The goal of the ideology of the “end of ideologies” is to convince us that reality is what we are told it is, that these are the facts, that no ideological choice, no political commitment is needed or wanted: we must deal with the state of the world as a physician deals with the human body. Descriptive objectivity must prevail over an individual’s ideological convictions or political ideals. Ideological instrumentalization clothes itself in the garb of the purest scientific observation. The emotions of peoples are played upon; the facts presented to them are non-political and objective: the arrangement is as clever as it is effective and, above all, dangerous. When human choices are presented as immutable natural laws, or even as dogmas, democracy is betrayed. Were not secularism and democracy supposed to distinguish between the two authorities? The time of new religions that dare not speak their name has come.

Crisis indicators for democracy exist, and should be of primary concern to citizens.
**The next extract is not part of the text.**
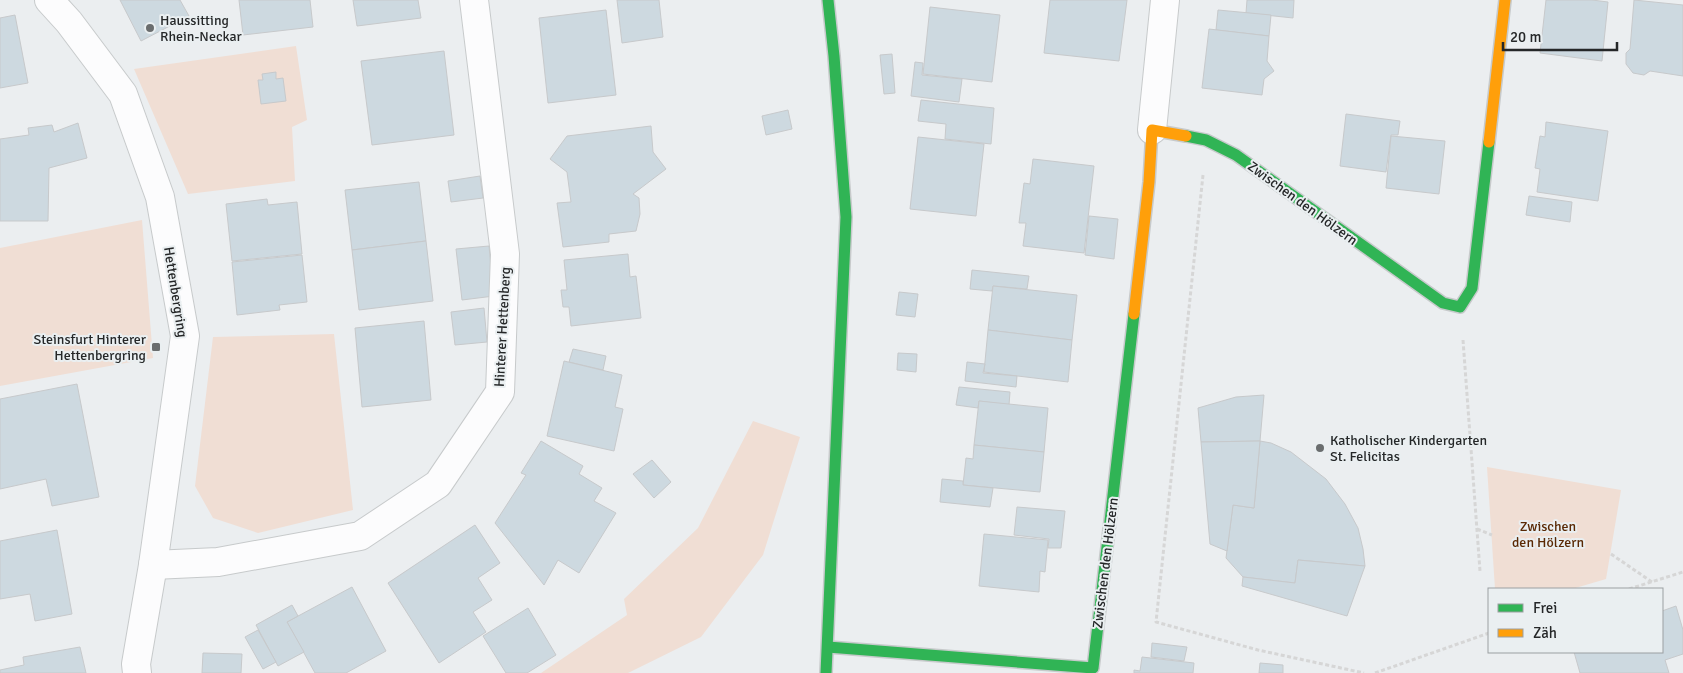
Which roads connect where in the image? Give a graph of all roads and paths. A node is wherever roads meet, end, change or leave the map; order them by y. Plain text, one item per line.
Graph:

The need for citizens continuously to demand their rights and the maintenance of a victim’s mentality (as in the case of immigrants, Blacks, Arabs, Muslims, etc., who feel the state or the political and economic “system” has singled them out for abusive treatment) eventually erodes the individual’s sense of responsibility: he is left with the feeling that everything is due to him, with no equivalent discipline or commitment on his part. Increasingly superficial civic education leads to falling voter turnout on election day, not to mention the media/political spectacles that have come to resemble wrestling matches between public figures, and the celebration of candidates verging on personality cults. Citizens show less and less interest in public affairs and local political issues, even though these issues are of direct concern to them. Ours is an era of passivity, in which the “ethics of citizenship”  have fallen into abeyance.  Protest movements have indeed broken out, short-term and massive outbursts of indignation (such as the Arab uprisings or the protests of the “indignant” in Spain, Greece, Israel or the United States). But their very short-term and mass character reveals an absence of long-term democratic commitment. Responsibility and rights are to be found where democratic structures are being built by the population and by civil society, and not merely in mass protest against government policies.
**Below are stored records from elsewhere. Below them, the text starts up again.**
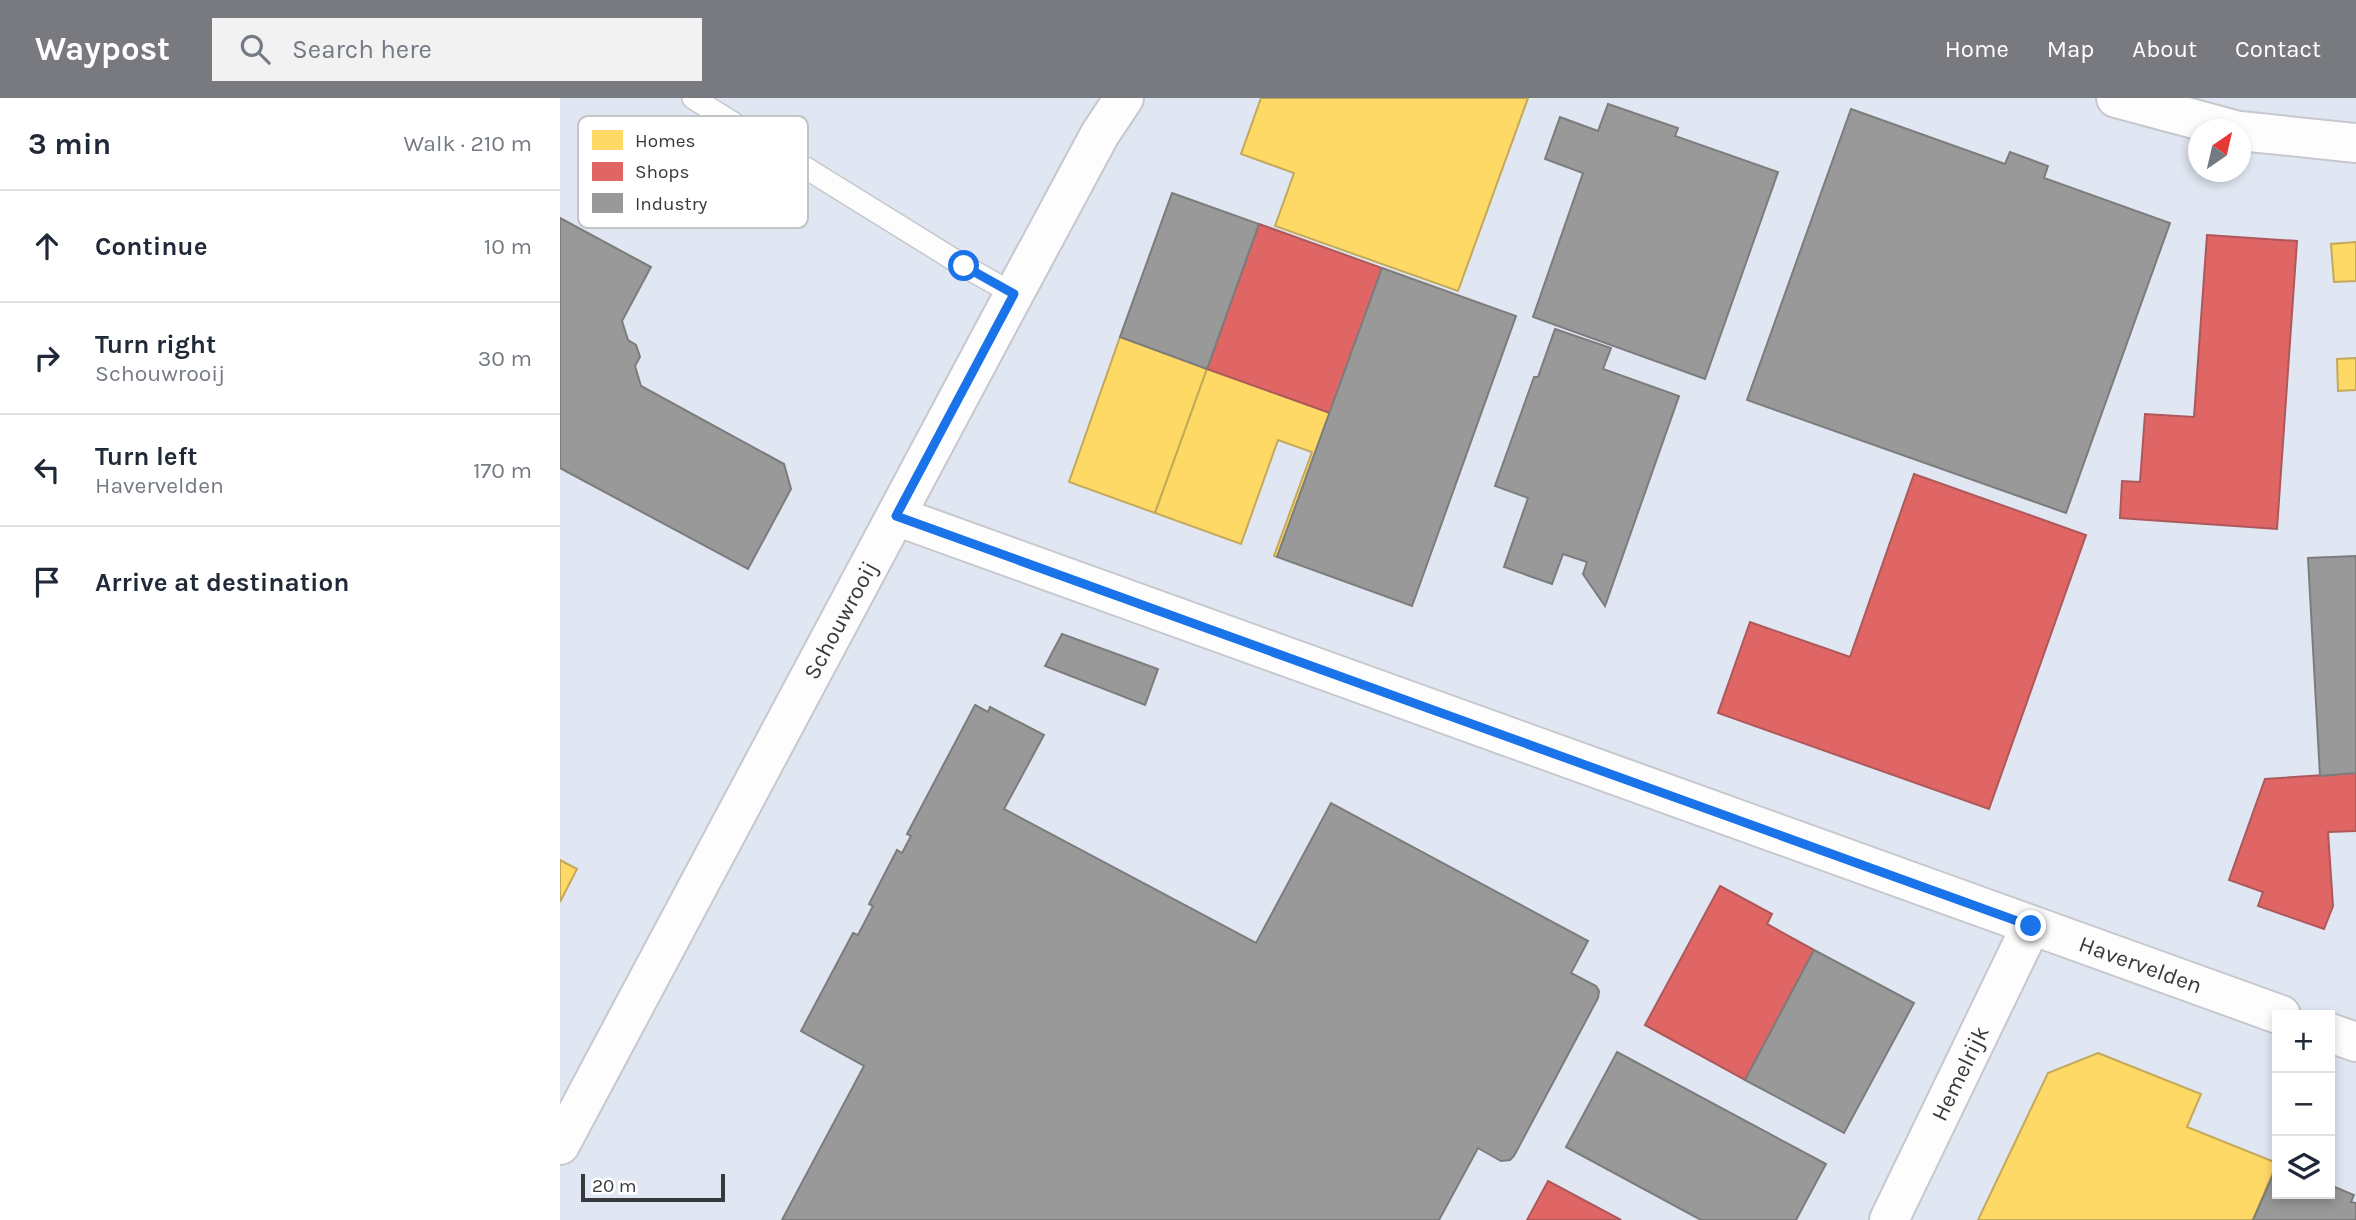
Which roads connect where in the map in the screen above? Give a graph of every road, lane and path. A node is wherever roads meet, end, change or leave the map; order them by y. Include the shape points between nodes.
1 (693, 98) edge
2 (1124, 98) edge
3 (2116, 98) edge
4 (722, 116) edge
5 (2194, 119) edge
6 (2251, 132) edge
7 (2356, 143) edge
8 (808, 169) edge
9 (1014, 294) junction
10 (896, 516) junction
11 (2031, 926) junction
12 (2272, 1012) edge
13 (2335, 1035) edge
14 (2356, 1042) edge
15 (560, 1145) edge
16 (1889, 1220) edge

1 - 4 lane
2 - 9 street, Schouwrooij
3 - 5 street
6 - 7 street
8 - 9 lane
9 - 10 street, Schouwrooij
10 - 11 street, Havervelden
10 - 15 street, Schouwrooij
11 - 12 street, Havervelden
11 - 16 street, Hemelrijk
13 - 14 street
As popular movements take to the streets to demand democratization, Arab and Muslim majority societies must take stock of today’s crises and find a way to propose other solutions. They would be well advised to call upon their history, their collective memory, and their intellectual, religious and cultural references in their attempt to construct alternatives. As against the simplistic and ultimately dangerous rhetoric (“Arabs and Muslims have at last become just like us; now they are making our values, and the universalism that we in the West represent, our own.”), new dynamics of mobilization must emerge from within the youthful and energetic populations of the Global South.  There is also hope for the industrialized societies of the North fraught today with crisis and lacking genuine perspectives for the future.
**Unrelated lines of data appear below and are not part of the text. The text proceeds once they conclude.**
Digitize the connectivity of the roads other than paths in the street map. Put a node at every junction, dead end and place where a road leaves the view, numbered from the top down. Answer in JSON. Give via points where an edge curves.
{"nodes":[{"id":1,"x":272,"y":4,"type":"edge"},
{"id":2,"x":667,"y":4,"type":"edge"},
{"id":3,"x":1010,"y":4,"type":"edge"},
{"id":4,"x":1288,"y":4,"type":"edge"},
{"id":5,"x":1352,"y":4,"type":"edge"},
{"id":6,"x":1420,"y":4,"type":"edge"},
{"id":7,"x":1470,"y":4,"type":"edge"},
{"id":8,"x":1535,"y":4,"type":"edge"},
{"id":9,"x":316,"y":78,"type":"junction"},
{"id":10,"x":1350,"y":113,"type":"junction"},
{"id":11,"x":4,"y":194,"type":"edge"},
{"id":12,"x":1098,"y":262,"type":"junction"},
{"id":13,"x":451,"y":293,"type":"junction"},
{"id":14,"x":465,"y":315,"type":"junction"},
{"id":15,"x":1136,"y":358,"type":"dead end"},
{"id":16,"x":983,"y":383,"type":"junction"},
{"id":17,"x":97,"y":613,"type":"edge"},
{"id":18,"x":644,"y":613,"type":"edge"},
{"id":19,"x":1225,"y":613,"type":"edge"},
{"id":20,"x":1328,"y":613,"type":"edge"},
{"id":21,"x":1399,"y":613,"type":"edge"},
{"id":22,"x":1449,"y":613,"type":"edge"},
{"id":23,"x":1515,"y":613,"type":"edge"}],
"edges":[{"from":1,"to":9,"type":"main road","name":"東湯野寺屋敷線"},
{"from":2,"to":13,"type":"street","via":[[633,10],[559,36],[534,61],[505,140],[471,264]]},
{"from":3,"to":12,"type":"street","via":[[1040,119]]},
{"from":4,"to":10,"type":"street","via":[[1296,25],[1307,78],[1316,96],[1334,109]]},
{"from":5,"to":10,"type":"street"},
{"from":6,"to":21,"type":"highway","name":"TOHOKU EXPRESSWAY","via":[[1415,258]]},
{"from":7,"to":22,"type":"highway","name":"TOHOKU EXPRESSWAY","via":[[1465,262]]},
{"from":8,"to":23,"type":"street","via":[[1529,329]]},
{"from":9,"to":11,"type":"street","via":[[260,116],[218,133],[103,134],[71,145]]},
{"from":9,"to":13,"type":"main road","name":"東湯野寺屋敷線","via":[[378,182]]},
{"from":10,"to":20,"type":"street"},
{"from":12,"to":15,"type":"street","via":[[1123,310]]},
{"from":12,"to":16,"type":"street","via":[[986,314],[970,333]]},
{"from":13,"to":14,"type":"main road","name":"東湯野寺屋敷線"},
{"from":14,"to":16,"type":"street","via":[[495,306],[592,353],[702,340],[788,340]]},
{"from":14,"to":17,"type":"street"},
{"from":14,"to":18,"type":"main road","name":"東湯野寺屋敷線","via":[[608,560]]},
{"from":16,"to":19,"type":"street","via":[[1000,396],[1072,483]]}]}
Far from the timeworn and politically exploited confrontation between secularists and Islamists, attention must now be turned to the role of civil society, of institutions and intellectuals, as well as the prerogatives of the state in building the future. A veritable democratization movement in the Global South must, as its top priority, focus not only on broadening access to education but on its content.  Another theme that demands political commitment to reform is that of women’s place in public life, of their rights and their autonomy.  Issues such as the role of the media, the status of journalists, along with freedom of expression, of exposition, criticism and protest, are far more important that endless wrangling over symbols and the phrasing of constitutional articles. The debate over religion and culture as sources of inspiration for collective ethics (and psychology), not to mention social and political models, must remain wide open, for these factors function as the life-breath and the heartbeat of any democratic project that arises from the population concerned, from society itself, and of a nation’s founding narrative. These are the ways in which Muslim majority societies can become reconciled with what they are, and can become forces for progress in an age of economic and cultural globalization.